At the cinema

Can cinemas survive 2023?

Cineworld filed for bankruptcy in the States last October, and 2023’s cinema line-up might have other cinema chains quaking in their boots.

When Cineworld filed for bankruptcy in the States last October, it blamed its money woes on the year’s ‘limited film slate.’ If that’s the case, 2023’s line-up might have other cinema chains quaking in their boots.

In a recent interview with Variety, Avatar: The Way Of Water director James Cameron said the success of his film at the box office proves the public are ready and willing to head back to the big screen.

If only that were true.

While more recent numbers show that 2022’s box office is heading in the right direction (2022’s total in the UK was only 28% behind 2019’s record-breaking score), there’s still a long way for the business to go to keep its head consistently above water. And with pandemic delays hitting blockbuster filmmaking particularly hard, this recovery might not be on the cards for some time yet.

Avatar The Way Of Water on a cinema screen

Where 2019 boasted a frankly absurd nine films making over a billion dollars globally, 2022 has just three: Jurassic World: Dominion (1 billion on the dot), Top Gun: Maverick (1.48 billion) and Avatar: The Way Of Water (1.73 billion and rising). While this might be great for cinemas for a few months of the year, consistency is really lacking in the year’s cinematic output. Remember last summer, when the only films selling tickets were Maverick and Minions: The Rise Of Gru, entering their umpteenth week?

Looking ahead to 2023, it’s not immediately obvious where this necessary wave of big hitters will come from. Marvel’s output, already in a slump post-No Way Home, doesn’t inspire much confidence. New franchise sequels for Ant-Man (the lowest performing Marvel superhero with at least two films, fact fans), the Guardians of the Galaxy and Captain Marvel are far from guaranteed to bring in the big bucks. The new Indiana Jones and Mission Impossible films might grab a chunk of change, and Dune: Part Two seems likely to outperform the original (if Warner Bros. doesn’t mess around with a day-and-date release again), but will it be enough?

Like 2022, horror could be another surprising saviour for smaller screens. Knock At The Cabin, Evil Dead Rise, Beau Is Afraid (which released its first trailer this week) and even Winnie The Pooh: Blood And Honey all have at least a degree of name recognition to get folks through the doors. And more petite studio flicks will no doubt hope to replicate the success of last year’s The Black Phone ($161.4 million), and Smile ($216 million) – monsters with normal-looking smiles need not apply.
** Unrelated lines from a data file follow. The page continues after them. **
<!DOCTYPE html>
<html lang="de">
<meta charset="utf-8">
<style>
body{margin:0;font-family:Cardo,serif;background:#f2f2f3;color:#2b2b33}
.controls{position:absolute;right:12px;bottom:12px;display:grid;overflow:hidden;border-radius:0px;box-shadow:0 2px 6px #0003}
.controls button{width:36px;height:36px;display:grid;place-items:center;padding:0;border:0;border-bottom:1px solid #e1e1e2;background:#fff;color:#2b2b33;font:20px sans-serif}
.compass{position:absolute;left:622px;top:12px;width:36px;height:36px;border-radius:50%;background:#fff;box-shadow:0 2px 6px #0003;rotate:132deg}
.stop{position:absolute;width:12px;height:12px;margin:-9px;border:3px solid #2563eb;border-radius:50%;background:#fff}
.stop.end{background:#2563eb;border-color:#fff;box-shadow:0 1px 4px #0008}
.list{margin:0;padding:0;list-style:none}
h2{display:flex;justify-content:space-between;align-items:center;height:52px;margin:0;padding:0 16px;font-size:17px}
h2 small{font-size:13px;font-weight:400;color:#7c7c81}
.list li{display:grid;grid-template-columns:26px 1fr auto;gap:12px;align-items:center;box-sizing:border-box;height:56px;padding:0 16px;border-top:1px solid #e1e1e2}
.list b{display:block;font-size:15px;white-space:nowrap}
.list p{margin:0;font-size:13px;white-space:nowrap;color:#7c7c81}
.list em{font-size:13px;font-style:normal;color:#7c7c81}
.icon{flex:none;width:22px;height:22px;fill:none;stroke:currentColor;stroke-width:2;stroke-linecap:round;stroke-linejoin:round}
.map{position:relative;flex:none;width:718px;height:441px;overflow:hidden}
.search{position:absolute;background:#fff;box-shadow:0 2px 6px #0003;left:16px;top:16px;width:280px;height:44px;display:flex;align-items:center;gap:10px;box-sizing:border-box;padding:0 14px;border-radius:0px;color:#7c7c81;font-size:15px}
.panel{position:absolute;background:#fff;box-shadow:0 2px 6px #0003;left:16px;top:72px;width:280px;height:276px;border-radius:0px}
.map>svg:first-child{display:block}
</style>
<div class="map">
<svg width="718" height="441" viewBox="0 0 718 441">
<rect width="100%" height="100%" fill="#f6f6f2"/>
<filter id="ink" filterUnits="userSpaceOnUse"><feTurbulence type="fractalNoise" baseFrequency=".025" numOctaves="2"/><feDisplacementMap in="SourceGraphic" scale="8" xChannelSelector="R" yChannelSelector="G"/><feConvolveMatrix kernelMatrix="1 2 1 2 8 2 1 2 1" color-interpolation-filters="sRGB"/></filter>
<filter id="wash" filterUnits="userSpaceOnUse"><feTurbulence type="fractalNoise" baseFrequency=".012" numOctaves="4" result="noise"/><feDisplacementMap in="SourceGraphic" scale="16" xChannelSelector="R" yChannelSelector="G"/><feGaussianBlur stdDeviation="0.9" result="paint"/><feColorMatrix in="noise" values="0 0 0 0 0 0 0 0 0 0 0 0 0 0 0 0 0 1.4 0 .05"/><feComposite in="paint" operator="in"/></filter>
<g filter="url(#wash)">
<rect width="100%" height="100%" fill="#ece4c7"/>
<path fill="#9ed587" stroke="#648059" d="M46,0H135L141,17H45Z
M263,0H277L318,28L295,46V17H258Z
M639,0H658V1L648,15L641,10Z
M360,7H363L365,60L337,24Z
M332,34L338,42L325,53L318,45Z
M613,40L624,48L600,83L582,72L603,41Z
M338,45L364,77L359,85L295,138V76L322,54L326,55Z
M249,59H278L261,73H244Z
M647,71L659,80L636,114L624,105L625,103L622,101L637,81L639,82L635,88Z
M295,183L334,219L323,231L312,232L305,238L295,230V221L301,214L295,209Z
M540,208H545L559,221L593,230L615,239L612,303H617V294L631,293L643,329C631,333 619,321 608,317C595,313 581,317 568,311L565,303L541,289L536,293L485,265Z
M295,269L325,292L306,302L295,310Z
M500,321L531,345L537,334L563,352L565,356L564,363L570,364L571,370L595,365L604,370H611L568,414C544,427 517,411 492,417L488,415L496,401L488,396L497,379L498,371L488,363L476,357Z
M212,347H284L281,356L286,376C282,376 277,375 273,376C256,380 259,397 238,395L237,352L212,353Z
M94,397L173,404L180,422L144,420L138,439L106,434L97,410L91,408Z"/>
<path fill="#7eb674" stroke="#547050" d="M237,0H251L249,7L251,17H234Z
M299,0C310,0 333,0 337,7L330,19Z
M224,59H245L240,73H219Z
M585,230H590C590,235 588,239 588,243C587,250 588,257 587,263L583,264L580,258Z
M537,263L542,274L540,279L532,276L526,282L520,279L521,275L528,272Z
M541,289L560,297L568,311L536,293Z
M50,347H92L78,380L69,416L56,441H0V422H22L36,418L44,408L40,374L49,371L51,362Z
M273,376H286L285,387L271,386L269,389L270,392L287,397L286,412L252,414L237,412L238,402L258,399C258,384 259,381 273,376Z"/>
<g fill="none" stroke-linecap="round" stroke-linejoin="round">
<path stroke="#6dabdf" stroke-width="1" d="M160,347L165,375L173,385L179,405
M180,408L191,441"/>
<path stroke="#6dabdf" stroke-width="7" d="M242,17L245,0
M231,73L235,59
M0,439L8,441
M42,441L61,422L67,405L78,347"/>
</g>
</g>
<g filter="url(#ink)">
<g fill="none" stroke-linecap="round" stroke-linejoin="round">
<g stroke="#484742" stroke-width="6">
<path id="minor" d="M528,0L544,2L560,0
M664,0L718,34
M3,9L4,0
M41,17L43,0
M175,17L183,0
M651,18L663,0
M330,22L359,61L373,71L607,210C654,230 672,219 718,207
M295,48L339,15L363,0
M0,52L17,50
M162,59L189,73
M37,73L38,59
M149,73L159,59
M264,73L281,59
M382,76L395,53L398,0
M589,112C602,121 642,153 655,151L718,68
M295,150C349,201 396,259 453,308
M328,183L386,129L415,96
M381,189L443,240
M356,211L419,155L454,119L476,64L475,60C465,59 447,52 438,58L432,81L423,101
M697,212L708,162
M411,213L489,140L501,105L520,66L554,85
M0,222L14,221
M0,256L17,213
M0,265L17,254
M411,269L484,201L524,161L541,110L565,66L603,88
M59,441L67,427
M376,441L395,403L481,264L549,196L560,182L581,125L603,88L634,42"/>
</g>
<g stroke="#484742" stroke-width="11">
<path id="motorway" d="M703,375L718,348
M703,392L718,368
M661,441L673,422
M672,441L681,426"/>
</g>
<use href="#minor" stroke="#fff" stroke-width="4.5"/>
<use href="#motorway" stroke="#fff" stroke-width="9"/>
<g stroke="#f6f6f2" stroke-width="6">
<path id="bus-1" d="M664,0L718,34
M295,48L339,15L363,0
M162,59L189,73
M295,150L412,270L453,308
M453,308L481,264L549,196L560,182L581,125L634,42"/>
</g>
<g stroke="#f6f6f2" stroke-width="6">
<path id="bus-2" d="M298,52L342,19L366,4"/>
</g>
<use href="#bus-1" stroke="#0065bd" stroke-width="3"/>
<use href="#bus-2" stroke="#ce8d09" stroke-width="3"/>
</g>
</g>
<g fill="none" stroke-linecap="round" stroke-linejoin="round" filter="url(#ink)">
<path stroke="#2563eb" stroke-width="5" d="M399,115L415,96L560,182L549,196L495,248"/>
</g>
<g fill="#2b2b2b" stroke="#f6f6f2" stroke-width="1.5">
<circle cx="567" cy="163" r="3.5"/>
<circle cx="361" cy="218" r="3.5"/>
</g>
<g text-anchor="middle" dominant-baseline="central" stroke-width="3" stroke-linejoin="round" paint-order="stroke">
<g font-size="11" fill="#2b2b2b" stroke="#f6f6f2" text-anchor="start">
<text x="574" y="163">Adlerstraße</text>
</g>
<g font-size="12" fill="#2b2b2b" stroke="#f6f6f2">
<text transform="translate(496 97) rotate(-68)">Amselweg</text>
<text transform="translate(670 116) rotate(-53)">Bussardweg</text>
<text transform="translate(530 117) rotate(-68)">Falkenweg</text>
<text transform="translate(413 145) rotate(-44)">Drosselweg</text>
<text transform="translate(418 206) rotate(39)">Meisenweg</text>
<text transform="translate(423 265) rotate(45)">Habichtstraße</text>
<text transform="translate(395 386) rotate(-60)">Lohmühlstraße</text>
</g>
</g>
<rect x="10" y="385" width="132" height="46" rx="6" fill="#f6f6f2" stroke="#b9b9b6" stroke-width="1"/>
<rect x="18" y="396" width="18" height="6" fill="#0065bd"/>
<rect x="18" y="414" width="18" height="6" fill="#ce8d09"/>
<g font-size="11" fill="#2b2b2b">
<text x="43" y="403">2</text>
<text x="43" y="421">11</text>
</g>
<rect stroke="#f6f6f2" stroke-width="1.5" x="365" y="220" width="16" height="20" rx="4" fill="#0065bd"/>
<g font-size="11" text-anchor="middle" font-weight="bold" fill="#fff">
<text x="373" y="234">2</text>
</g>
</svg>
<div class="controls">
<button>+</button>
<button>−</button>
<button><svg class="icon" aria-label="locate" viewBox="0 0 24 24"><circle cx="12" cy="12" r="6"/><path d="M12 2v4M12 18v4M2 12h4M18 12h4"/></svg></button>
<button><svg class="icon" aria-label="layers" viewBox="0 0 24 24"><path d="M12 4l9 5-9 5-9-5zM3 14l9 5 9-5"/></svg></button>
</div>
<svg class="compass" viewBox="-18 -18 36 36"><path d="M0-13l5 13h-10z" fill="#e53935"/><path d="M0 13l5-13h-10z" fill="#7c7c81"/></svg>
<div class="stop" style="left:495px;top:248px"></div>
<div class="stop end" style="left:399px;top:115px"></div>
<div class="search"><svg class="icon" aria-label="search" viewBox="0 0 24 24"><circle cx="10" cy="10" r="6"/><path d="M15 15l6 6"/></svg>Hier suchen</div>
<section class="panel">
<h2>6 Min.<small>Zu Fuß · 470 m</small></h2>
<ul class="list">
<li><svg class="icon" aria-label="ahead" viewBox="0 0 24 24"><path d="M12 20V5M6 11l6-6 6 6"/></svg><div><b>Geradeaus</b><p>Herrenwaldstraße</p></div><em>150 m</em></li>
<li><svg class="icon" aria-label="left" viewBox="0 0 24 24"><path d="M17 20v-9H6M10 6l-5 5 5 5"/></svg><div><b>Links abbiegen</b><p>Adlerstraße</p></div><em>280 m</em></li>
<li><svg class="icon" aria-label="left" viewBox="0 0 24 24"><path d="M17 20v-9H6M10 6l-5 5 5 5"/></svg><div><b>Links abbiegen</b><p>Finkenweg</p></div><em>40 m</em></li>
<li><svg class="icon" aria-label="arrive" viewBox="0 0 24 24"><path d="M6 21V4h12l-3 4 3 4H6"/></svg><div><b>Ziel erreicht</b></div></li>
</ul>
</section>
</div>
But that still leaves significant gaps in the schedule where cinema chains must staff and heat some massive and costly buildings. At the time of writing, August, September, and October look exceptionally light, with Meg 2: The Trench, The Equalizer 3 and Kraven The Hunter scaring off all other competition. And where 2022 had an ample blue light at the end of the tunnel with Avatar: The Way Of Water scheduled for December, the same slot this year is jointly contested by Wonka and Aquaman 2 – neither of which seems likely to make the same kind of splash.

At this point, there’s little cinemas can do except hold on and hope for a better 2024. But the industry might soon need to look at some form of realignment. Covid may have accelerated a change in cinema-going habits in recent years, but it didn’t create them. An industry-wide move away from regular, adult-targeted pictures in favour of a few massive, four-quadrant hits has encouraged cinema-going as an occasional treat rather than a habitual way to spend a Friday night. Combine this with a cost of living crisis and an industry essentially put on hold for 18 months, and even beyond the film slate, things are looking bleak.
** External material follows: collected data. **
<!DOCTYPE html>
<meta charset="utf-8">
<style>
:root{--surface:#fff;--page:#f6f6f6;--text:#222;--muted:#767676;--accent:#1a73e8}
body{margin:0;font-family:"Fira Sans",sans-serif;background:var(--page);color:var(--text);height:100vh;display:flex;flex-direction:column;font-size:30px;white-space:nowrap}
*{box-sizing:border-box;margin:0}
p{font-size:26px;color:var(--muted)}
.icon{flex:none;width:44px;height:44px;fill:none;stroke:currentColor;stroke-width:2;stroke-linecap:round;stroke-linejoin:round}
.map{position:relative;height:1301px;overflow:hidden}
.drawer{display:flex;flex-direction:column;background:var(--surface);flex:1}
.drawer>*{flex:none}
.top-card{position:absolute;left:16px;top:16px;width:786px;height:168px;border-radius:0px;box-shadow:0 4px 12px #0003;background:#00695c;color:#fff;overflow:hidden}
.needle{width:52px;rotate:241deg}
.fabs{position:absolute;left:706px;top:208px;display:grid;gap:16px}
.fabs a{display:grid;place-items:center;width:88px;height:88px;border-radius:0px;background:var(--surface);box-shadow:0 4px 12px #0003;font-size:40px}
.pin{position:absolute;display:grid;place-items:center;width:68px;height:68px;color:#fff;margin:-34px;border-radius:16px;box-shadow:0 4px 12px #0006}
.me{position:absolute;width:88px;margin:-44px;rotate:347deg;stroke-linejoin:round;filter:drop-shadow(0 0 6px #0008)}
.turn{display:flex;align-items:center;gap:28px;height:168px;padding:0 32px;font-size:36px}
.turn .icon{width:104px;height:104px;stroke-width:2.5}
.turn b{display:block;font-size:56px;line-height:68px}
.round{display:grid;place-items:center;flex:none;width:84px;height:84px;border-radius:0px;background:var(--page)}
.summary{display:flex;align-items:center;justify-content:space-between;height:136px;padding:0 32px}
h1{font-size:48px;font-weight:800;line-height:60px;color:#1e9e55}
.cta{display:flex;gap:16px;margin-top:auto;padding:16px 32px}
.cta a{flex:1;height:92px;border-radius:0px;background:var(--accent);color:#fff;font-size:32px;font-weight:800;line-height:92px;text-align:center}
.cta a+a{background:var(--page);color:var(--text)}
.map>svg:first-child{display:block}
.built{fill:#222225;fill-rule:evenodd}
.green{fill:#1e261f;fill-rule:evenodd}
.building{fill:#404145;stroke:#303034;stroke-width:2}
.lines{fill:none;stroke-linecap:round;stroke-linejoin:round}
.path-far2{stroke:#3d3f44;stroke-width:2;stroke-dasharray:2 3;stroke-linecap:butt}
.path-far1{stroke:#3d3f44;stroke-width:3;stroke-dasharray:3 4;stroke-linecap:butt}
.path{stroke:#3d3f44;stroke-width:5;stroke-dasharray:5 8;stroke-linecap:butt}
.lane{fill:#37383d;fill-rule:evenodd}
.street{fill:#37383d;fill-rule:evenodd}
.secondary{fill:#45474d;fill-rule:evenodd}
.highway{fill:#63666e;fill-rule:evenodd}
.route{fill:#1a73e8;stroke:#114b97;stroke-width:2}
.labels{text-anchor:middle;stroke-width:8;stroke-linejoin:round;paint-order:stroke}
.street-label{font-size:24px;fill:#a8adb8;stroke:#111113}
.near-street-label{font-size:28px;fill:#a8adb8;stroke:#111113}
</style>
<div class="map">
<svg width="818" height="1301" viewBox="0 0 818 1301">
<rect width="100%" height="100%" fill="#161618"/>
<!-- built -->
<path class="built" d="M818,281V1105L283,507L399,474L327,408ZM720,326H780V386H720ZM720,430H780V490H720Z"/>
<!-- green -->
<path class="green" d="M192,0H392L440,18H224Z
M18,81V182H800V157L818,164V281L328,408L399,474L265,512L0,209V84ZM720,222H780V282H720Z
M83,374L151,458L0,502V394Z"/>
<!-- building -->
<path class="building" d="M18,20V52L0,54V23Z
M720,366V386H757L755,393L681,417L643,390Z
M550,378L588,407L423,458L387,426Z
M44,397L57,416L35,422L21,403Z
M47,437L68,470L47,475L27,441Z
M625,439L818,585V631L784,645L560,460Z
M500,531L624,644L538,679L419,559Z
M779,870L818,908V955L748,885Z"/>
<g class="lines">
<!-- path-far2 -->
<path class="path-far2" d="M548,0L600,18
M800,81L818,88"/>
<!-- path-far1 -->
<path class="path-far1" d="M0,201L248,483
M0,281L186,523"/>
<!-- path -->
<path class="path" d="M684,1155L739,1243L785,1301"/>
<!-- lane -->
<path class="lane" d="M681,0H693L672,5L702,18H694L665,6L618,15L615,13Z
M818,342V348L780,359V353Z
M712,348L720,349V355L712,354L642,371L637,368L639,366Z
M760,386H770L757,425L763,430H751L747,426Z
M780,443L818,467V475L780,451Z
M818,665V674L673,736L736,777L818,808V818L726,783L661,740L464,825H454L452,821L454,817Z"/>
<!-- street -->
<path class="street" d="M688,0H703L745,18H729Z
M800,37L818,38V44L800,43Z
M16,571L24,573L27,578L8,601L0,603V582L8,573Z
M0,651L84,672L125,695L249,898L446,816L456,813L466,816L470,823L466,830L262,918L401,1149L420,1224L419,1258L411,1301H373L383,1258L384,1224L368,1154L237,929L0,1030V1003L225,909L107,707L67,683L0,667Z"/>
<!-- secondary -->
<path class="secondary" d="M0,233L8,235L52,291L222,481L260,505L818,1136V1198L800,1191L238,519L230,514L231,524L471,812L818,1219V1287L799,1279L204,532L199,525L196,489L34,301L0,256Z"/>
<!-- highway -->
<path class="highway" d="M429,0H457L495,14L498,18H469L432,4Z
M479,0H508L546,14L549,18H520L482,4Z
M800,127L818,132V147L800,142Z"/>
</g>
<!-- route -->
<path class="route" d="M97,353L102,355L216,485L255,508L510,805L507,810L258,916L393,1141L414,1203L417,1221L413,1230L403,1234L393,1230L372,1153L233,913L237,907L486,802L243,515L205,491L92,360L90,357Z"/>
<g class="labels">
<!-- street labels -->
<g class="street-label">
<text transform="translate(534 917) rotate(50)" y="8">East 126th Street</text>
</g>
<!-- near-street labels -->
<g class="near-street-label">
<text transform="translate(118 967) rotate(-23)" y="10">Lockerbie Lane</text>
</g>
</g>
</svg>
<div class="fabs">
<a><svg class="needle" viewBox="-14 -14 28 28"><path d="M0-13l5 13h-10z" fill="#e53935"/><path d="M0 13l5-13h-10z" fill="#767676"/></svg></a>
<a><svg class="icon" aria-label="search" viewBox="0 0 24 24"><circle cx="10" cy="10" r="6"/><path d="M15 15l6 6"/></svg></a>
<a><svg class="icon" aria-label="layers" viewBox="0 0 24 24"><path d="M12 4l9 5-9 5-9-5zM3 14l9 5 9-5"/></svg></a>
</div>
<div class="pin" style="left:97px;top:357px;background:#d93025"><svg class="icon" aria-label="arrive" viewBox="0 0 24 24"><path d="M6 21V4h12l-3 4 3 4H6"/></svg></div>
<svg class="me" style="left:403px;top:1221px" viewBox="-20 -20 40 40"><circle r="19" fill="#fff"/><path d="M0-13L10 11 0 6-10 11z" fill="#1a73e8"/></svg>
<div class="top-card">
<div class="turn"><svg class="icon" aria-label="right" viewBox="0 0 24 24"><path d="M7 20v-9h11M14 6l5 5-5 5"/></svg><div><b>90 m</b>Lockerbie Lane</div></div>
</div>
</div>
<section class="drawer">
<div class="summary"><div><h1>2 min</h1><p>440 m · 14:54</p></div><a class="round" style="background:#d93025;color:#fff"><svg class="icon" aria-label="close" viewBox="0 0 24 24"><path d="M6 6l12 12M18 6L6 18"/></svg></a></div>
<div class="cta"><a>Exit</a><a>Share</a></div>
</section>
Maybe the year ahead will prove us wrong. After all, at the start of 2022, who could have predicted that Top Gun: Maverick would be the second-biggest hit of the year? Perhaps the rising star power of Timothée Chalamet will be enough to catapult Dune: Part Two and Wonka into the stratosphere. Maybe Unwelcome, the upcoming Ireland-set flick about a garden full of goblins, will prove a runaway success. But while we’re sure the big cinema chains will struggle on for the foreseeable regardless, if you’ve been meaning to check out your local independent cinema for a while, now might be the time, just in case.